# [WHAT THIS TASK INVOLVES]
Only the number is wanted: how many lines below include "main"?

Saved entries
------------------------------------------------------------

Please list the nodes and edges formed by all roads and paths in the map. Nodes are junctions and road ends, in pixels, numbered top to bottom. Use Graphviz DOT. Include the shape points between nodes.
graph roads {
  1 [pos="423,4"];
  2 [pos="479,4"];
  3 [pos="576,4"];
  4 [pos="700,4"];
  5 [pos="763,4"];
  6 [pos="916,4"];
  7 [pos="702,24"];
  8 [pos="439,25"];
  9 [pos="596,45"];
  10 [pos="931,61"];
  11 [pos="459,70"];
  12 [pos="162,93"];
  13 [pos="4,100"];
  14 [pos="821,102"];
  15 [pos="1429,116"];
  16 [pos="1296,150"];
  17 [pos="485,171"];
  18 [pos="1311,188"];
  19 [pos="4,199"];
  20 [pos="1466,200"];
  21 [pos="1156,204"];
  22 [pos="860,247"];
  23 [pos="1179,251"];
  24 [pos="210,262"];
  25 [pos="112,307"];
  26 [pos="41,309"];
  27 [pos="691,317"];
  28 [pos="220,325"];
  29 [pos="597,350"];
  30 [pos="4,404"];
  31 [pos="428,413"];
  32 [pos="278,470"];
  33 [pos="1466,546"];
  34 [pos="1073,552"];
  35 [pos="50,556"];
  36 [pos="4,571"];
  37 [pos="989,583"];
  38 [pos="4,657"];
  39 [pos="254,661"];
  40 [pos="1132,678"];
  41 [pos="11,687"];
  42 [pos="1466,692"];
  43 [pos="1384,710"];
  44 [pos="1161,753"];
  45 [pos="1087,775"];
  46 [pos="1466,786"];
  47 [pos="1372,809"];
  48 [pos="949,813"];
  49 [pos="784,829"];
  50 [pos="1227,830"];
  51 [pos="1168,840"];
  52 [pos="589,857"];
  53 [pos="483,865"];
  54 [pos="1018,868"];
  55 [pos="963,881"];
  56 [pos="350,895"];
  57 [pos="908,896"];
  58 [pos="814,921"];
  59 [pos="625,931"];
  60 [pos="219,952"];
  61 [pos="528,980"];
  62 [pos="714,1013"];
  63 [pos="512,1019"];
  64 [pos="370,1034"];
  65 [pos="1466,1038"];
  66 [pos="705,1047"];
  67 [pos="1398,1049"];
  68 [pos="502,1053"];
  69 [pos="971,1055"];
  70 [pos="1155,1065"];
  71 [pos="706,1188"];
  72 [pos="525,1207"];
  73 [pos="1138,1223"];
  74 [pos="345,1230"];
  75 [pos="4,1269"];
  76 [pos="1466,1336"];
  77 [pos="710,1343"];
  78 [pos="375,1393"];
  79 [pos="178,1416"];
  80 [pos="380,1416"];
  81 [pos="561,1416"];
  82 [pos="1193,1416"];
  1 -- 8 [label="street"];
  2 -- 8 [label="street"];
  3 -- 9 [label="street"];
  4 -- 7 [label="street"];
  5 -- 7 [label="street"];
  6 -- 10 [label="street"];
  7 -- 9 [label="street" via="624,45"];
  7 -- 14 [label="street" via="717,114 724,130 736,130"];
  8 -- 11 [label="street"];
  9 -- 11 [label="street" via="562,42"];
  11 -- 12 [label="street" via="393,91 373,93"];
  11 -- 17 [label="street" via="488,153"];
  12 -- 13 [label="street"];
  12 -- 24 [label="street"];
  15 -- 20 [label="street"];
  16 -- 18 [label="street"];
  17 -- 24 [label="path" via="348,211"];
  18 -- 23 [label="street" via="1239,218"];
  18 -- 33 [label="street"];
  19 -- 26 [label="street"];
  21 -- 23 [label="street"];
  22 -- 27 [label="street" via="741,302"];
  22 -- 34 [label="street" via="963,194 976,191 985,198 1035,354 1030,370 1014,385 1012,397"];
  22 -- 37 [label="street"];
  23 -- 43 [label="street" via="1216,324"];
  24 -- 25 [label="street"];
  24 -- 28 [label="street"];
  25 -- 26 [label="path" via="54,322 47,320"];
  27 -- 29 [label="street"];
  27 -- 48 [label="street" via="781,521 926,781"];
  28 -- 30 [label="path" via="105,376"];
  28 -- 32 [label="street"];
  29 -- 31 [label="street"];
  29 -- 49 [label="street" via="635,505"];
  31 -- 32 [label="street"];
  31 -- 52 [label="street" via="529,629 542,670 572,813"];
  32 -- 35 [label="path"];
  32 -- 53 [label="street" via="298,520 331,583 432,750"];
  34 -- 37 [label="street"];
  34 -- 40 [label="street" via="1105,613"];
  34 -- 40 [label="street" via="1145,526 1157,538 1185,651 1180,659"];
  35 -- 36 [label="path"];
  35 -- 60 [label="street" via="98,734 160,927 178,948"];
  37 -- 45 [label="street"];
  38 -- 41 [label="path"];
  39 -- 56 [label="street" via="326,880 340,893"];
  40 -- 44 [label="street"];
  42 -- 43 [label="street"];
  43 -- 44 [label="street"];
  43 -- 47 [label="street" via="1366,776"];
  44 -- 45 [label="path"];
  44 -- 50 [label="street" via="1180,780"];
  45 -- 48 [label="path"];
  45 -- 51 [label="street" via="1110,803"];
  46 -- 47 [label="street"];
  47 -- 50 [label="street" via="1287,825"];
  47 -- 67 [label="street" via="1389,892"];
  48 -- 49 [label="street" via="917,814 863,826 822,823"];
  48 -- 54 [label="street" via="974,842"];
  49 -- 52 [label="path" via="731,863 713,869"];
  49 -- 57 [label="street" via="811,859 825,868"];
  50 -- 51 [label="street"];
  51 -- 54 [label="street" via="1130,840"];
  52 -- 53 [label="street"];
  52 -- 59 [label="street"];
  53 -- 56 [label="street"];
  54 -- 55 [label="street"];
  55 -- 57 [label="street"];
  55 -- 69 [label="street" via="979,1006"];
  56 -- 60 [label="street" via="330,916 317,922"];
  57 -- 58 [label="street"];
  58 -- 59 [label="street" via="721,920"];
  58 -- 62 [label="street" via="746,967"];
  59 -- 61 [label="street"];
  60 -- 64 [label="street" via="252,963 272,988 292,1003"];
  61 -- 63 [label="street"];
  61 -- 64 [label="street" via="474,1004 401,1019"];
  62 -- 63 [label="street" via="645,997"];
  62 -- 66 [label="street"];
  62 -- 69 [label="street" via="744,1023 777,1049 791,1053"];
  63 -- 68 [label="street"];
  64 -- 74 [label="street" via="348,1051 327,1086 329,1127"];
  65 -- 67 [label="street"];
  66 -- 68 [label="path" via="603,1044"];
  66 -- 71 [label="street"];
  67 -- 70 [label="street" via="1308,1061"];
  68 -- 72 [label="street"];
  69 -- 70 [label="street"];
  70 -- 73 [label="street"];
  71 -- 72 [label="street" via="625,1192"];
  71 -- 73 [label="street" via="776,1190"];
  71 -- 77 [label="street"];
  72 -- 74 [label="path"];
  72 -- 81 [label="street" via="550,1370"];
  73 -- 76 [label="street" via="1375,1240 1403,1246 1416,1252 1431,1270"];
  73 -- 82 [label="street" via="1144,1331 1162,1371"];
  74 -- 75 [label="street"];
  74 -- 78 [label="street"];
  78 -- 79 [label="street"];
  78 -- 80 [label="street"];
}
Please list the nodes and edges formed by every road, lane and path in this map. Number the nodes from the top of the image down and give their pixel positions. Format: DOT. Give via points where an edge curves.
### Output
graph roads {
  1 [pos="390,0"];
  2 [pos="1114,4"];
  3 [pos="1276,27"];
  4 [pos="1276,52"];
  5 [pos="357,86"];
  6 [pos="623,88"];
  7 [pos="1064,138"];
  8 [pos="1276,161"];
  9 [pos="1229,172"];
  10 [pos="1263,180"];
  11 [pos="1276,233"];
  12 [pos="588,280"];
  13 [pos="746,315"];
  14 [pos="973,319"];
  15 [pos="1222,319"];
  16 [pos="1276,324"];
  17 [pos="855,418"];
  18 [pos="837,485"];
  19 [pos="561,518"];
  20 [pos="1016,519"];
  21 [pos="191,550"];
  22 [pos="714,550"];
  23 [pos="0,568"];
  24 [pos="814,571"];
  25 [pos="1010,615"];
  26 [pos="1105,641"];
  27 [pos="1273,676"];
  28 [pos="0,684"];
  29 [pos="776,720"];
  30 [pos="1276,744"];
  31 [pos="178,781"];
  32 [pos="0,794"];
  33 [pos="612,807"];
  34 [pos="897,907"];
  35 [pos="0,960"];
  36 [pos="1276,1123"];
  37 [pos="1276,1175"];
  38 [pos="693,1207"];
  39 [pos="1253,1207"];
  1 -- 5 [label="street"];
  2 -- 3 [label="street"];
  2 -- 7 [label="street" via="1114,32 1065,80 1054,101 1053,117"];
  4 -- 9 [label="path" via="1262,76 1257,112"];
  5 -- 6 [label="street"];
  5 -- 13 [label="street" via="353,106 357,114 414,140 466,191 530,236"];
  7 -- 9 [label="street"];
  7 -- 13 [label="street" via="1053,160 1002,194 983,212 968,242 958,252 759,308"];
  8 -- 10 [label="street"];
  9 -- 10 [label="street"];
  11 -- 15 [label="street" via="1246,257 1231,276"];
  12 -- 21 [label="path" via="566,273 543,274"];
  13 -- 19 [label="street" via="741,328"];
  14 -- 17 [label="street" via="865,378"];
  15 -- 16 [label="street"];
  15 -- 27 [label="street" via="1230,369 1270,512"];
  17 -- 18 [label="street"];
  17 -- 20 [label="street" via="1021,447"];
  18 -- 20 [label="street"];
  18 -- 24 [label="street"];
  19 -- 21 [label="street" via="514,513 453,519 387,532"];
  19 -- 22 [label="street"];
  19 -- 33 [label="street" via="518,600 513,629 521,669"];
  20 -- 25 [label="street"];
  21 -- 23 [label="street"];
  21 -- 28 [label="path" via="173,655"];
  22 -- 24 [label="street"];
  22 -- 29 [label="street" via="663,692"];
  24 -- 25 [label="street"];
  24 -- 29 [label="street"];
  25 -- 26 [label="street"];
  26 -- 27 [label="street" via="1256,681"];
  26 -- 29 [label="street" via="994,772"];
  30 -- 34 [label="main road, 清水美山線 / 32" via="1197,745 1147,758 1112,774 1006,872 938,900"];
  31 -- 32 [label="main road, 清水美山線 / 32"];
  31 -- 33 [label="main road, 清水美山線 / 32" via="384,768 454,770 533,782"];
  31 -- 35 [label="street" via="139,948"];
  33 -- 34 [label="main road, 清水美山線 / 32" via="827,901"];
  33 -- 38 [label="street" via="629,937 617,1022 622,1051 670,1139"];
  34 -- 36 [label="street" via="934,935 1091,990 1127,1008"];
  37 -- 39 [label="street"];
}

------------------------------------------------------------

# [SOLUTION TO THE PROBLEM]
4